Sweltering heat and rising average temperatures around the globe are posing serious health risks for people living with kidney failure, according to a new study by researchers at the University of Maryland School of Public Health and the Renal Research Institute.
The first-of-its-kind study of information on 7,000 Fresenius Kidney Care patients found that on high heat days there was a 27 percent increase in the rate of same-day hospital admission and a 31 percent increase in the rate of same-day mortality among patients with end stage renal disease (ESRD). The study was published online on JAMA Network Open.
The risks were even more severe for patients living with comorbidities. For patients living with ESRD and diabetes, the risk of death on the identified high heat days increased by 83 percent.
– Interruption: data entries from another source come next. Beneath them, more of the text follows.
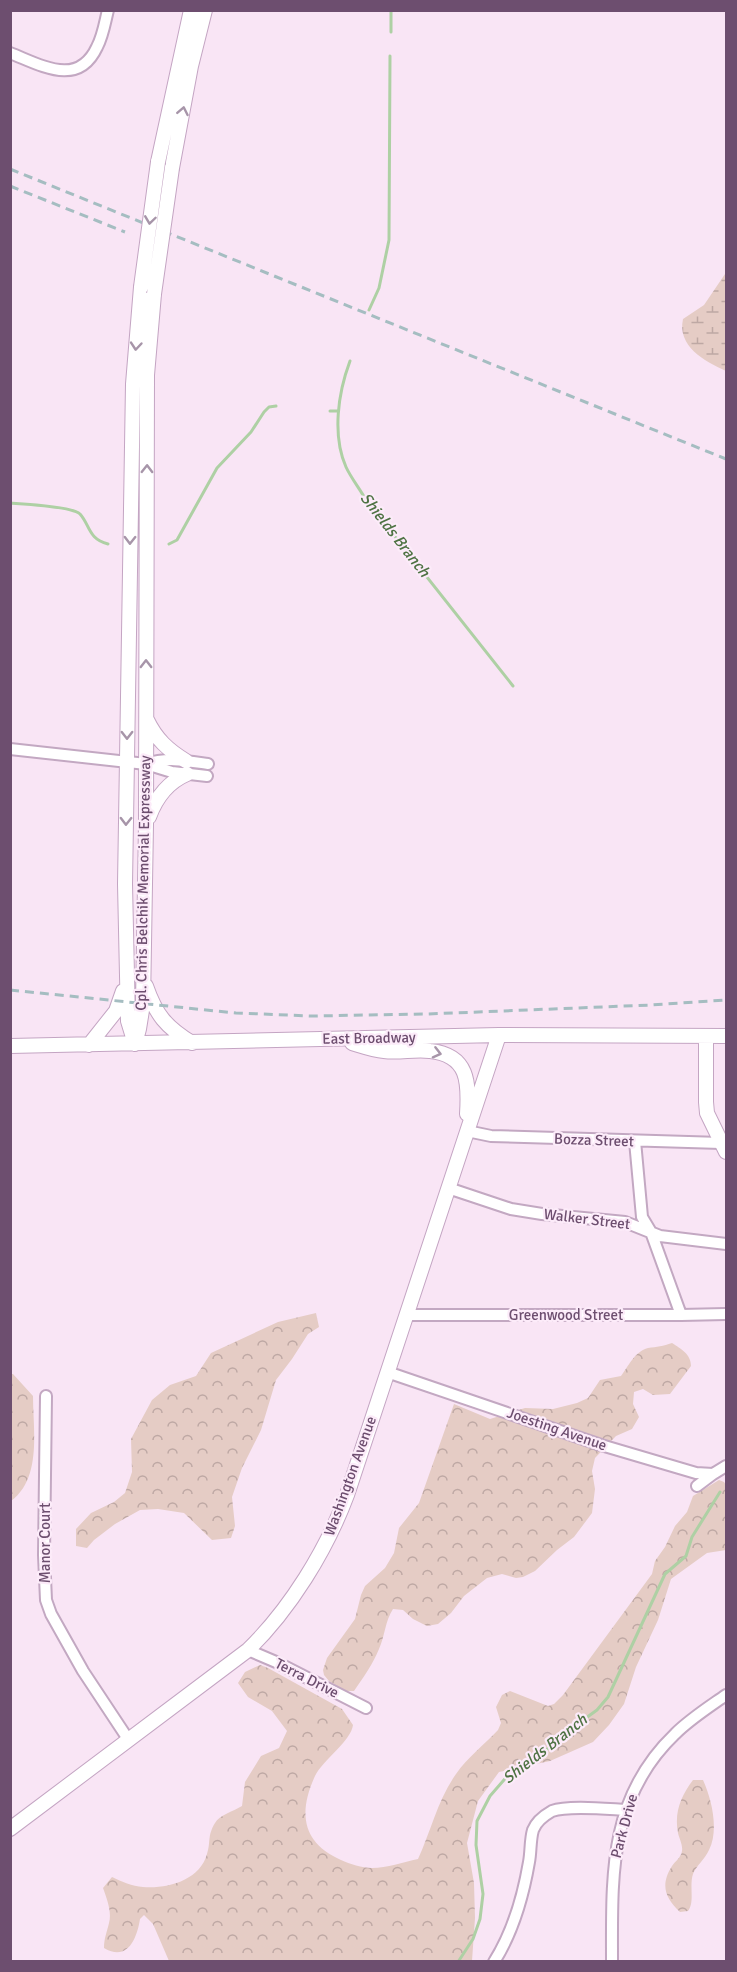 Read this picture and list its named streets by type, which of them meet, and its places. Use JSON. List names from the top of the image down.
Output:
{
  "streets": {
    "main road": ["Cpl. Chris Belchik Memorial Expressway", "East Broadway", "Washington Avenue"],
    "street": [
      "Bozza Street",
      "Walker Street",
      "Greenwood Street",
      "Joesting Avenue",
      "Manor Court",
      "Terra Drive",
      "Park Drive"
    ]
  },
  "crossings": [
    ["Cpl. Chris Belchik Memorial Expressway", "East Broadway"],
    ["East Broadway", "Washington Avenue"],
    ["Bozza Street", "Washington Avenue"],
    ["Walker Street", "Washington Avenue"],
    ["Greenwood Street", "Washington Avenue"],
    ["Joesting Avenue", "Washington Avenue"],
    ["Washington Avenue", "Manor Court"],
    ["Washington Avenue", "Terra Drive"]
  ],
  "water": ["Shields Branch"]
} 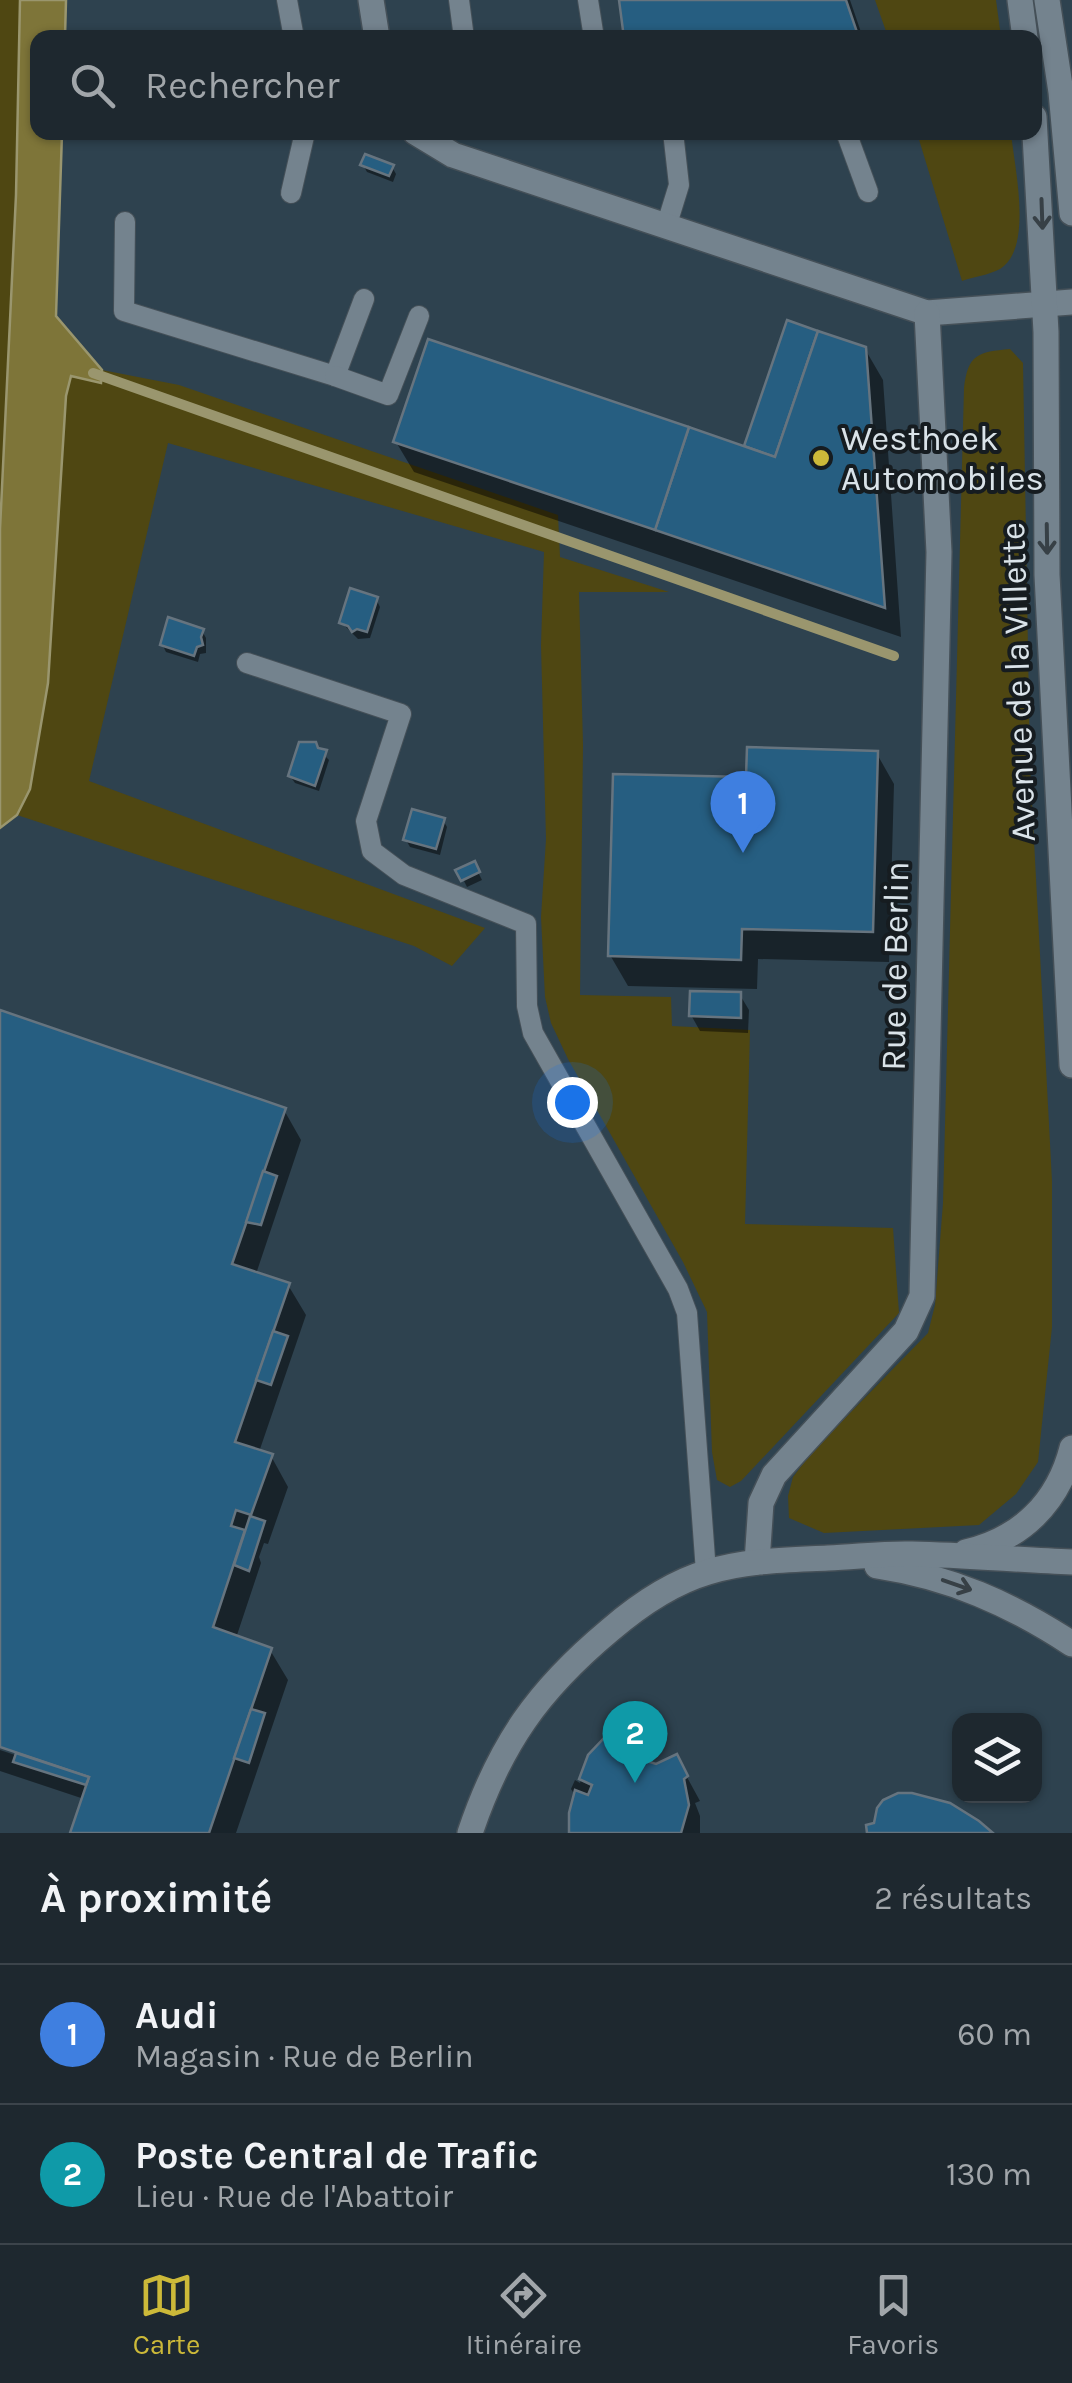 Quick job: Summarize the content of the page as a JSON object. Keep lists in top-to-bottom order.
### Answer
{
  "streets": {
    "street": ["Avenue de la Villette", "Rue de Berlin"]
  },
  "one_way": ["Avenue de la Villette"],
  "places": ["Westhoek Automobiles"],
  "page": {
    "search": "Rechercher",
    "pins": ["1", "2"],
    "heading": ["À proximité", "2 résultats"],
    "list": [
      {
        "mark": "1",
        "name": "Audi",
        "note": "Magasin · Rue de Berlin",
        "value": "60 m"
      },
      {
        "mark": "2",
        "name": "Poste Central de Trafic",
        "note": "Lieu · Rue de l'Abattoir",
        "value": "130 m"
      }
    ],
    "nav": ["Carte", "Itinéraire", "Favoris"]
  }
}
For those living with ESRD and chronic obstructive pulmonary disease or congestive heart failure, the risk increased by 60 percent and 55 percent, respectively.
“The results have validated our work to identify safety signals and implement safety guidelines that consider the risks of extreme heat conditions in our patients’ care plans,” said Dr. Frank Maddux, Global Chief Medical Officer for Fresenius Medical Care. “We are committed to ensuring that our patients have the tools and education to live full, stable and successful lives with advanced kidney disease.”
ESRD patients in particular may be at increased risk because one of the body’s responses to heat—lowered blood pressure—can be problematic for end-stage kidney disease patients. ESRD patients must also limit their fluid intake, making proper hydration on hot days challenging.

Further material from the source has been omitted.